EXERCISE: Reproduce the full listing without a single change.

DATASET:
──────────────────────────────

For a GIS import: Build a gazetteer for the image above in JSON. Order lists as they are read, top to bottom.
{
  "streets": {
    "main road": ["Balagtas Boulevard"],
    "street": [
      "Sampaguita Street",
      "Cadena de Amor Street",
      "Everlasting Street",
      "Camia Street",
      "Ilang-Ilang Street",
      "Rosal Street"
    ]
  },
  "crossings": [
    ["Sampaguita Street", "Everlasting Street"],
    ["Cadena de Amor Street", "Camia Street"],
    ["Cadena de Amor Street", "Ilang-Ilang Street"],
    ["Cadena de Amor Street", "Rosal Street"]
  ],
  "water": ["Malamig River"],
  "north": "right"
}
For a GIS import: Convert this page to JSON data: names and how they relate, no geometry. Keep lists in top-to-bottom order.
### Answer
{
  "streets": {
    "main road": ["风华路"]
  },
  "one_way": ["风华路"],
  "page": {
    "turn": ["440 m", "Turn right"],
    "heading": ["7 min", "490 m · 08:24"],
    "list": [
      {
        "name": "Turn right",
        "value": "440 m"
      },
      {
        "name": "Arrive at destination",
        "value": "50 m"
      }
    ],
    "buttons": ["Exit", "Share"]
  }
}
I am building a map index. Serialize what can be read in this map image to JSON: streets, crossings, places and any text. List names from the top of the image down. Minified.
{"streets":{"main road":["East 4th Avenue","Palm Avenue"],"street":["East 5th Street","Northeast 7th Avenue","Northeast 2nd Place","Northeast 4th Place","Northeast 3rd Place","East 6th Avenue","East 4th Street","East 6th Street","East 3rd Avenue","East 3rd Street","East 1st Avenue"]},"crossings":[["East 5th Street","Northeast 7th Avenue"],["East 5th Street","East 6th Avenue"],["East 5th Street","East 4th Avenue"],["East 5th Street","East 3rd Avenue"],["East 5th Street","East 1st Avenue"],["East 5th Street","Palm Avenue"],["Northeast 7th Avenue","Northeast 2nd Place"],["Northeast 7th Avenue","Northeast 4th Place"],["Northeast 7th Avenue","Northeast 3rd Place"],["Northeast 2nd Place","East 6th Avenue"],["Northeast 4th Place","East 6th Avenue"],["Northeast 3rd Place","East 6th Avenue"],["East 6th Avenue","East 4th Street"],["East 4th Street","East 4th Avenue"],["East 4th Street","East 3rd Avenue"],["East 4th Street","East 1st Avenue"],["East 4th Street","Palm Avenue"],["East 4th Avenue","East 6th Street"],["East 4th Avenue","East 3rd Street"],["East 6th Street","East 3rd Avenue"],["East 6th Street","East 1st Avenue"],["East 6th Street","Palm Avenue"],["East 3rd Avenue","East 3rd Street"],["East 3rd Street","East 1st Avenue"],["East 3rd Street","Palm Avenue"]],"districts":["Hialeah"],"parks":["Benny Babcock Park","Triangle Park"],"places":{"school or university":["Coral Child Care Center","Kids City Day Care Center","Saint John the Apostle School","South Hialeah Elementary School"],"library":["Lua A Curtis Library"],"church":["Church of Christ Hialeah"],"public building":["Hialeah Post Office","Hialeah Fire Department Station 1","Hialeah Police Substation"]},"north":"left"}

──────────────────────────────

ANSWER TO THIS TASK:
For a GIS import: Build a gazetteer for the image above in JSON. Order lists as they are read, top to bottom.
{
  "streets": {
    "main road": ["Balagtas Boulevard"],
    "street": [
      "Sampaguita Street",
      "Cadena de Amor Street",
      "Everlasting Street",
      "Camia Street",
      "Ilang-Ilang Street",
      "Rosal Street"
    ]
  },
  "crossings": [
    ["Sampaguita Street", "Everlasting Street"],
    ["Cadena de Amor Street", "Camia Street"],
    ["Cadena de Amor Street", "Ilang-Ilang Street"],
    ["Cadena de Amor Street", "Rosal Street"]
  ],
  "water": ["Malamig River"],
  "north": "right"
}
For a GIS import: Convert this page to JSON data: names and how they relate, no geometry. Keep lists in top-to-bottom order.
### Answer
{
  "streets": {
    "main road": ["风华路"]
  },
  "one_way": ["风华路"],
  "page": {
    "turn": ["440 m", "Turn right"],
    "heading": ["7 min", "490 m · 08:24"],
    "list": [
      {
        "name": "Turn right",
        "value": "440 m"
      },
      {
        "name": "Arrive at destination",
        "value": "50 m"
      }
    ],
    "buttons": ["Exit", "Share"]
  }
}
I am building a map index. Serialize what can be read in this map image to JSON: streets, crossings, places and any text. List names from the top of the image down. Minified.
{"streets":{"main road":["East 4th Avenue","Palm Avenue"],"street":["East 5th Street","Northeast 7th Avenue","Northeast 2nd Place","Northeast 4th Place","Northeast 3rd Place","East 6th Avenue","East 4th Street","East 6th Street","East 3rd Avenue","East 3rd Street","East 1st Avenue"]},"crossings":[["East 5th Street","Northeast 7th Avenue"],["East 5th Street","East 6th Avenue"],["East 5th Street","East 4th Avenue"],["East 5th Street","East 3rd Avenue"],["East 5th Street","East 1st Avenue"],["East 5th Street","Palm Avenue"],["Northeast 7th Avenue","Northeast 2nd Place"],["Northeast 7th Avenue","Northeast 4th Place"],["Northeast 7th Avenue","Northeast 3rd Place"],["Northeast 2nd Place","East 6th Avenue"],["Northeast 4th Place","East 6th Avenue"],["Northeast 3rd Place","East 6th Avenue"],["East 6th Avenue","East 4th Street"],["East 4th Street","East 4th Avenue"],["East 4th Street","East 3rd Avenue"],["East 4th Street","East 1st Avenue"],["East 4th Street","Palm Avenue"],["East 4th Avenue","East 6th Street"],["East 4th Avenue","East 3rd Street"],["East 6th Street","East 3rd Avenue"],["East 6th Street","East 1st Avenue"],["East 6th Street","Palm Avenue"],["East 3rd Avenue","East 3rd Street"],["East 3rd Street","East 1st Avenue"],["East 3rd Street","Palm Avenue"]],"districts":["Hialeah"],"parks":["Benny Babcock Park","Triangle Park"],"places":{"school or university":["Coral Child Care Center","Kids City Day Care Center","Saint John the Apostle School","South Hialeah Elementary School"],"library":["Lua A Curtis Library"],"church":["Church of Christ Hialeah"],"public building":["Hialeah Post Office","Hialeah Fire Department Station 1","Hialeah Police Substation"]},"north":"left"}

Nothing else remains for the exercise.